Aim of the exercise.
Without the pictures, give the entries below again exactly as written.

....

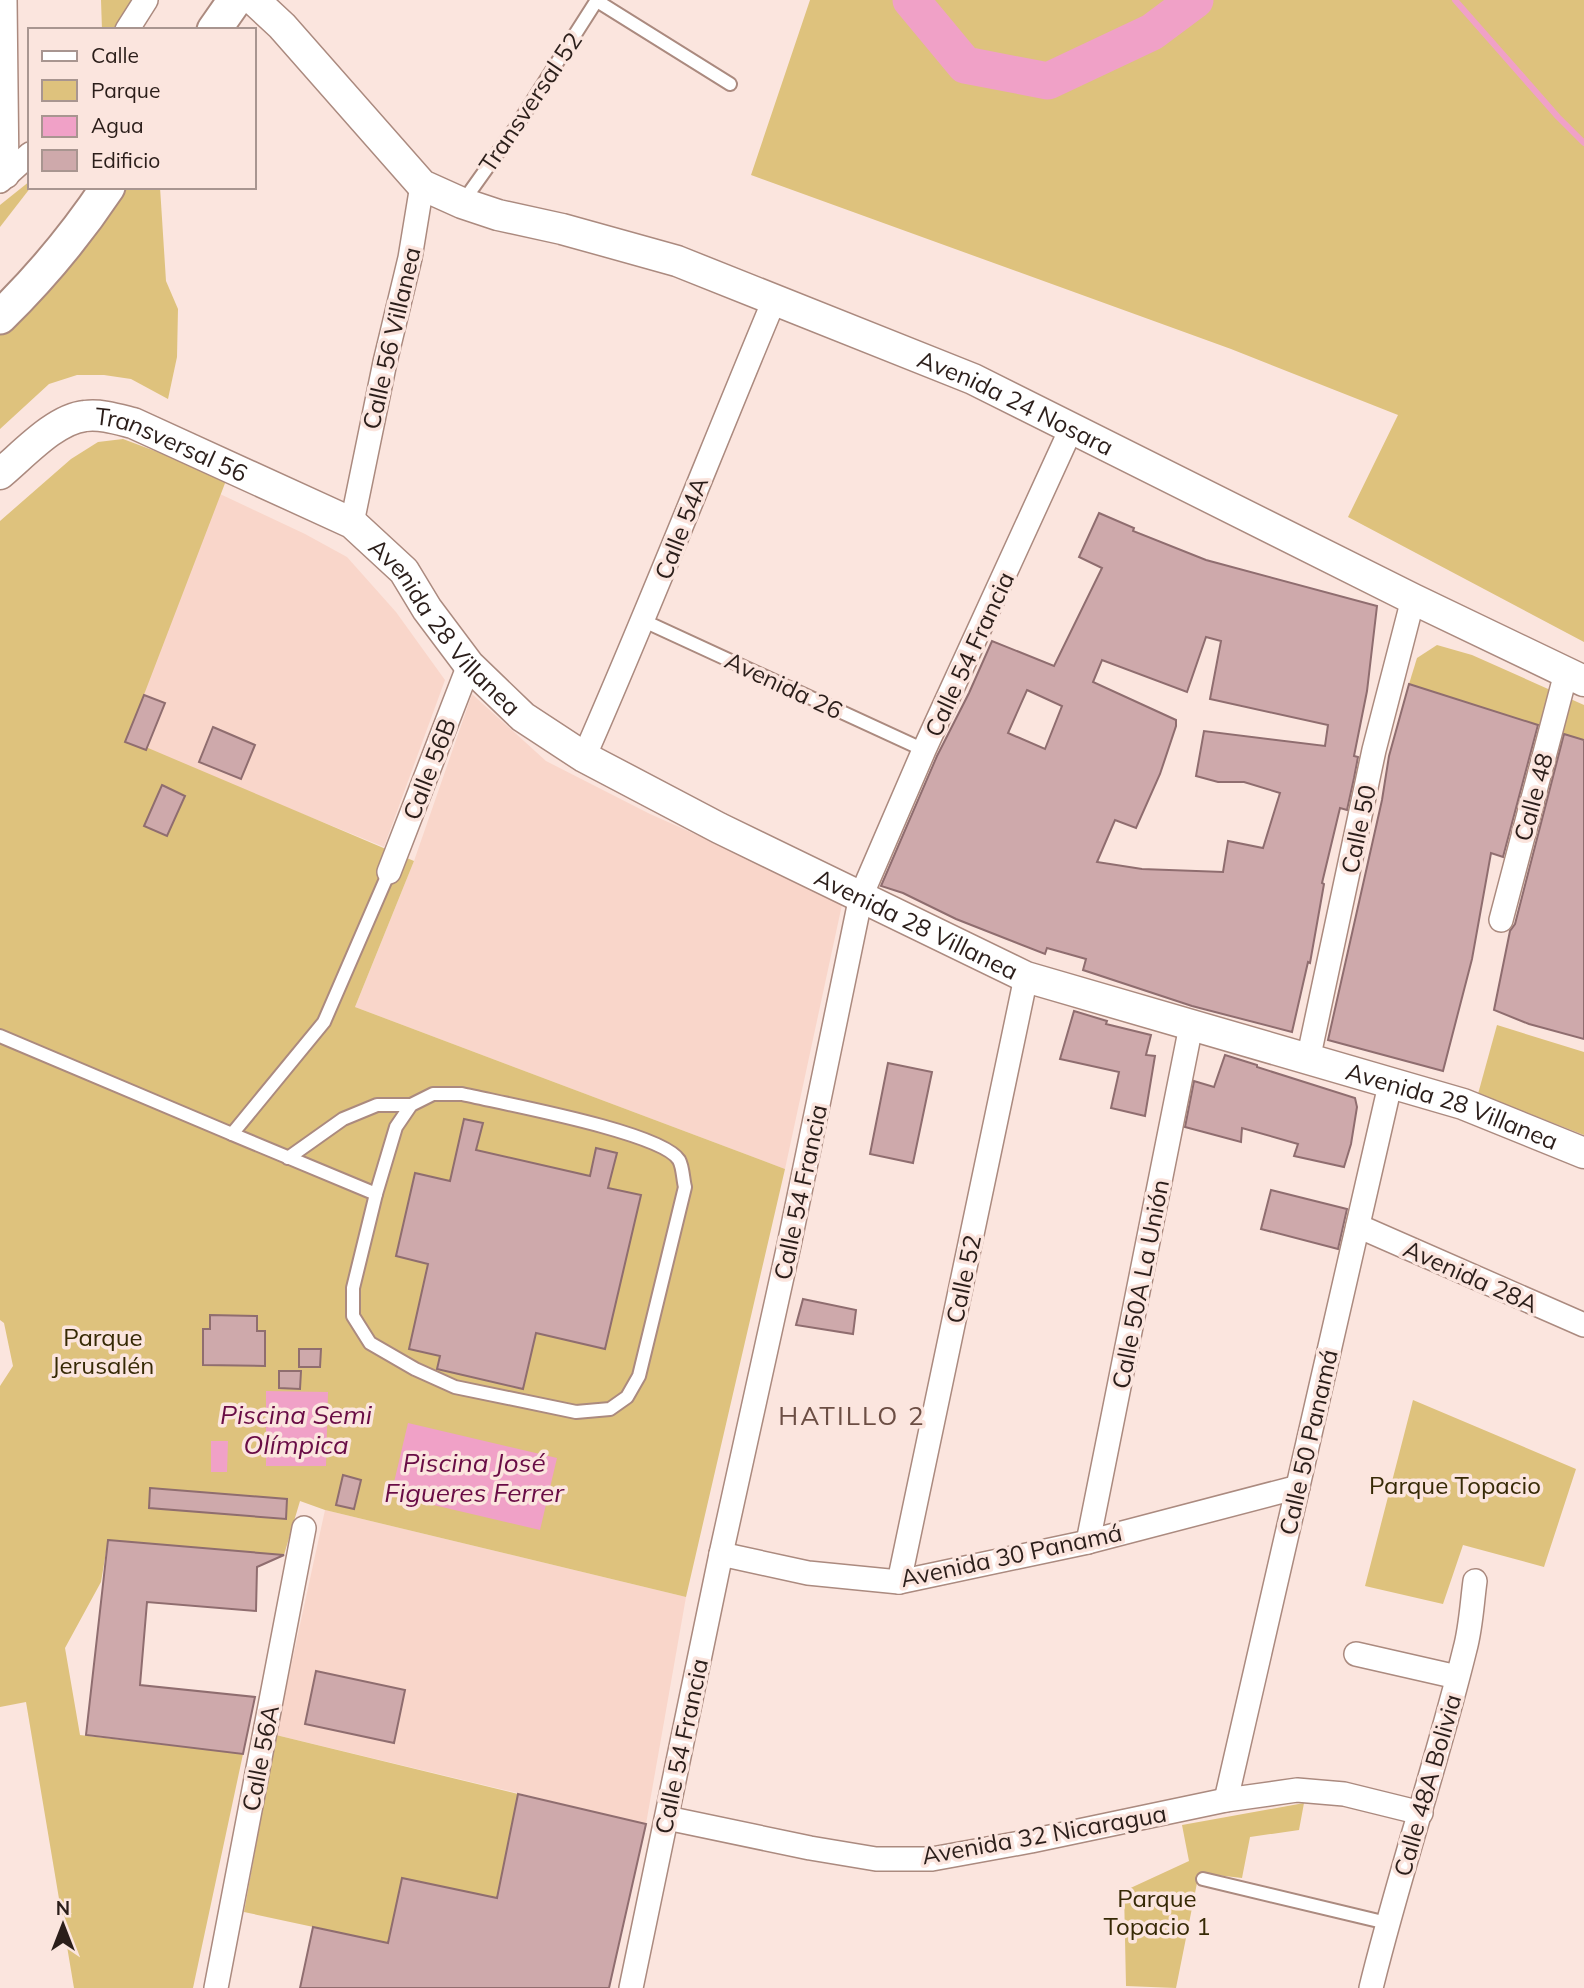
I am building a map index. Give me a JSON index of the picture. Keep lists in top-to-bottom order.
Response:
{
  "streets": {
    "street": [
      "Calle 56 Villanea",
      "Avenida 24 Nosara",
      "Transversal 56",
      "Calle 54A",
      "Avenida 28 Villanea",
      "Calle 54 Francia",
      "Calle 56B",
      "Calle 48",
      "Calle 50",
      "Avenida 28A",
      "Calle 52",
      "Calle 50A La Unión",
      "Calle 50 Panamá",
      "Avenida 30 Panamá",
      "Calle 56A",
      "Calle 48A Bolivia",
      "Avenida 32 Nicaragua"
    ],
    "lane": ["Transversal 52", "Avenida 26"]
  },
  "crossings": [
    ["Transversal 52", "Avenida 24 Nosara"],
    ["Calle 56 Villanea", "Avenida 24 Nosara"],
    ["Calle 56 Villanea", "Transversal 56"],
    ["Calle 56 Villanea", "Avenida 28 Villanea"],
    ["Avenida 24 Nosara", "Calle 54A"],
    ["Avenida 24 Nosara", "Calle 54 Francia"],
    ["Avenida 24 Nosara", "Calle 48"],
    ["Avenida 24 Nosara", "Calle 50"],
    ["Transversal 56", "Avenida 28 Villanea"],
    ["Calle 54A", "Avenida 28 Villanea"],
    ["Calle 54A", "Avenida 26"],
    ["Avenida 28 Villanea", "Calle 54 Francia"],
    ["Avenida 28 Villanea", "Calle 56B"],
    ["Avenida 28 Villanea", "Calle 50"],
    ["Avenida 28 Villanea", "Calle 52"],
    ["Avenida 28 Villanea", "Calle 50A La Unión"],
    ["Avenida 28 Villanea", "Calle 50 Panamá"],
    ["Calle 54 Francia", "Avenida 26"],
    ["Calle 54 Francia", "Avenida 30 Panamá"],
    ["Calle 54 Francia", "Avenida 32 Nicaragua"],
    ["Avenida 28A", "Calle 50 Panamá"],
    ["Calle 52", "Avenida 30 Panamá"],
    ["Calle 50A La Unión", "Avenida 30 Panamá"],
    ["Calle 50 Panamá", "Avenida 30 Panamá"],
    ["Calle 50 Panamá", "Avenida 32 Nicaragua"],
    ["Calle 48A Bolivia", "Avenida 32 Nicaragua"]
  ],
  "districts": ["HATILLO 2"],
  "water": ["Piscina Semi Olímpica", "Piscina José Figueres Ferrer"],
  "parks": ["Parque Jerusalén", "Parque Topacio", "Parque Topacio 1"],
  "legend": [
    "Calle",
    "Parque",
    "Agua",
    "Edificio"
  ],
  "north": "top"
}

....

Result.
I am building a map index. Give me a JSON index of the picture. Keep lists in top-to-bottom order.
Response:
{
  "streets": {
    "street": [
      "Calle 56 Villanea",
      "Avenida 24 Nosara",
      "Transversal 56",
      "Calle 54A",
      "Avenida 28 Villanea",
      "Calle 54 Francia",
      "Calle 56B",
      "Calle 48",
      "Calle 50",
      "Avenida 28A",
      "Calle 52",
      "Calle 50A La Unión",
      "Calle 50 Panamá",
      "Avenida 30 Panamá",
      "Calle 56A",
      "Calle 48A Bolivia",
      "Avenida 32 Nicaragua"
    ],
    "lane": ["Transversal 52", "Avenida 26"]
  },
  "crossings": [
    ["Transversal 52", "Avenida 24 Nosara"],
    ["Calle 56 Villanea", "Avenida 24 Nosara"],
    ["Calle 56 Villanea", "Transversal 56"],
    ["Calle 56 Villanea", "Avenida 28 Villanea"],
    ["Avenida 24 Nosara", "Calle 54A"],
    ["Avenida 24 Nosara", "Calle 54 Francia"],
    ["Avenida 24 Nosara", "Calle 48"],
    ["Avenida 24 Nosara", "Calle 50"],
    ["Transversal 56", "Avenida 28 Villanea"],
    ["Calle 54A", "Avenida 28 Villanea"],
    ["Calle 54A", "Avenida 26"],
    ["Avenida 28 Villanea", "Calle 54 Francia"],
    ["Avenida 28 Villanea", "Calle 56B"],
    ["Avenida 28 Villanea", "Calle 50"],
    ["Avenida 28 Villanea", "Calle 52"],
    ["Avenida 28 Villanea", "Calle 50A La Unión"],
    ["Avenida 28 Villanea", "Calle 50 Panamá"],
    ["Calle 54 Francia", "Avenida 26"],
    ["Calle 54 Francia", "Avenida 30 Panamá"],
    ["Calle 54 Francia", "Avenida 32 Nicaragua"],
    ["Avenida 28A", "Calle 50 Panamá"],
    ["Calle 52", "Avenida 30 Panamá"],
    ["Calle 50A La Unión", "Avenida 30 Panamá"],
    ["Calle 50 Panamá", "Avenida 30 Panamá"],
    ["Calle 50 Panamá", "Avenida 32 Nicaragua"],
    ["Calle 48A Bolivia", "Avenida 32 Nicaragua"]
  ],
  "districts": ["HATILLO 2"],
  "water": ["Piscina Semi Olímpica", "Piscina José Figueres Ferrer"],
  "parks": ["Parque Jerusalén", "Parque Topacio", "Parque Topacio 1"],
  "legend": [
    "Calle",
    "Parque",
    "Agua",
    "Edificio"
  ],
  "north": "top"
}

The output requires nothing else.